A slightly shorter pause, then “I would not be able to oppose it. But I was made for a purpose and regret that the resources and time required to make me have been wasted on behalf of the controllers.”
Nef felt the first flutterings of panic in his breast, but quelled them as best he could. “You regret?”
519 nodded. “I have been given an understanding of human emotions and thinking to enable me to more easily integrate myself into a community.
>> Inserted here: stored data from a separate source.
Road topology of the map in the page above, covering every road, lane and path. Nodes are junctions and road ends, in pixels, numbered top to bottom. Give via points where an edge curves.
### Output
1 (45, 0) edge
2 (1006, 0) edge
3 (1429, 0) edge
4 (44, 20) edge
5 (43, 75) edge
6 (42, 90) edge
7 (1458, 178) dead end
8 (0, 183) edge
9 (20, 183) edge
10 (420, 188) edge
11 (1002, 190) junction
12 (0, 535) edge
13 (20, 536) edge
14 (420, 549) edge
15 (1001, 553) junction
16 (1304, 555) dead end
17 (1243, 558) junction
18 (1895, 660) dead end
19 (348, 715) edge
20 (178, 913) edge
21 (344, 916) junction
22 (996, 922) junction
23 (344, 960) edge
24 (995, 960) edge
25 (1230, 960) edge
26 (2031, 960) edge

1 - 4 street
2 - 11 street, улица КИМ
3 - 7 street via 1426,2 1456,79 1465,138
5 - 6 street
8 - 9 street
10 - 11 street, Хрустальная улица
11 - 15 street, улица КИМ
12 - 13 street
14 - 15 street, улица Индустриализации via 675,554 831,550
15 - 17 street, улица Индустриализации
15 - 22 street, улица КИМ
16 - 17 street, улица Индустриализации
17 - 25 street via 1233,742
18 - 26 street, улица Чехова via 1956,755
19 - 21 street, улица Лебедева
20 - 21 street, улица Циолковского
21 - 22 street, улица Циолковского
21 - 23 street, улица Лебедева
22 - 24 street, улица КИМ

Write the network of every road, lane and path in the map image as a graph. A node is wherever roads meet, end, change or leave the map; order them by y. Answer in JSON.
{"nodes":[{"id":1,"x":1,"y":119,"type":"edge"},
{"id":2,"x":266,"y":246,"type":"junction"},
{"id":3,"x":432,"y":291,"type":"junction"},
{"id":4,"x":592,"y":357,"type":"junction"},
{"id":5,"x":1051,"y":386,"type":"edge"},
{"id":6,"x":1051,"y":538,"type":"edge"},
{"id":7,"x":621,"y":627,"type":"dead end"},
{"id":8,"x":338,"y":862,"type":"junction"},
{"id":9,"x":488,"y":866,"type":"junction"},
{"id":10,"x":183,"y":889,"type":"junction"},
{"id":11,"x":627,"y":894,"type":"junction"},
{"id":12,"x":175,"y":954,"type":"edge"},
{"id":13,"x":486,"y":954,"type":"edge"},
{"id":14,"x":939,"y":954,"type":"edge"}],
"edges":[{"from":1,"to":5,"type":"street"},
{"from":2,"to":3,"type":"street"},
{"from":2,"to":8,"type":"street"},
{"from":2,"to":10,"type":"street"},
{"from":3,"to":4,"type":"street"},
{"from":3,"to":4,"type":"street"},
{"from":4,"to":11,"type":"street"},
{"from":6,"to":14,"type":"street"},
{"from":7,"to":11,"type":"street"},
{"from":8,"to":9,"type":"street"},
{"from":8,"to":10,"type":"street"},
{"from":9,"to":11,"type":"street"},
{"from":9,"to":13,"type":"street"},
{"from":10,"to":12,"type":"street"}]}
For example, I refer to myself in the first person where others of my kind do not.”
“I have ensured that you will not be dismantled,” Nef said. “But there need to be some ground rules.”
519’s head snapped upright and his entire body squared itself, ever“Awaiting priority command input,” it said, suddenly every inch a mechanism.
“No killing.” Nef said. “Do not… don’t hurt anyone, in fact, unless hurting someone prevents greater harm.” He paused. “If you find yourself in danger, protect yourself as long as no human is hurt. Commands end.”
“Processing,” 519 said. The whirring, so faint now as to be barely noticeable as the machinery inside the casing cleaned itself, grew slightly louder, then faded again. “Does the controller wish to give this unit a new designation?”
Nef paused. A name. “Not at this point,” he said finally. “Ask every morning until told to stop by me, though.”
“Confirmed,” 519 said, then relaxed. It sat down on the edge of the table, twisting its upper body to look at Nef. It was incredibly human-like in shape and position, if not in material.
“519, explain more about your infiltration programming,” Nef said. “You don’t look human. How would you have blended in?”
“A special material, skin-like in texture, would have been grown to cover me,” 519 said. “My voice would have been tuned to match my appearance, which itself would have been tailored to match the community of which I was to become a part. In this way, I could gather intelligence.” Nef started to move around in front of 519, amazed to watch the cog’s head and upper body move to follow him in a completely natural way. “I am programmed to make mistakes, mimic learning new skills at a human-slow pace, bluff and generally pass as a person,” it finished.
“From what I’ve seen, you do a good job of that,” Nef said.
“Thank you.”
“You’re… welcome.”
“What is to be done with me?”
Nef beckoned. “Calligraphy was one of your skills, yes? I need a written report. First, your full list of skills, each skill tree given its own table of skills. Second, I need the formula for the skin-like covering that you would have been given. We may not have the manpower or some of the knowledge, but you’d be amazed what we get up to.”
He pulled out a notebook from a desk drawer, grabbed a pencil and watched as the cog began to write.
What have I begun, his brain screamed.

Something wonderful, a small part replied.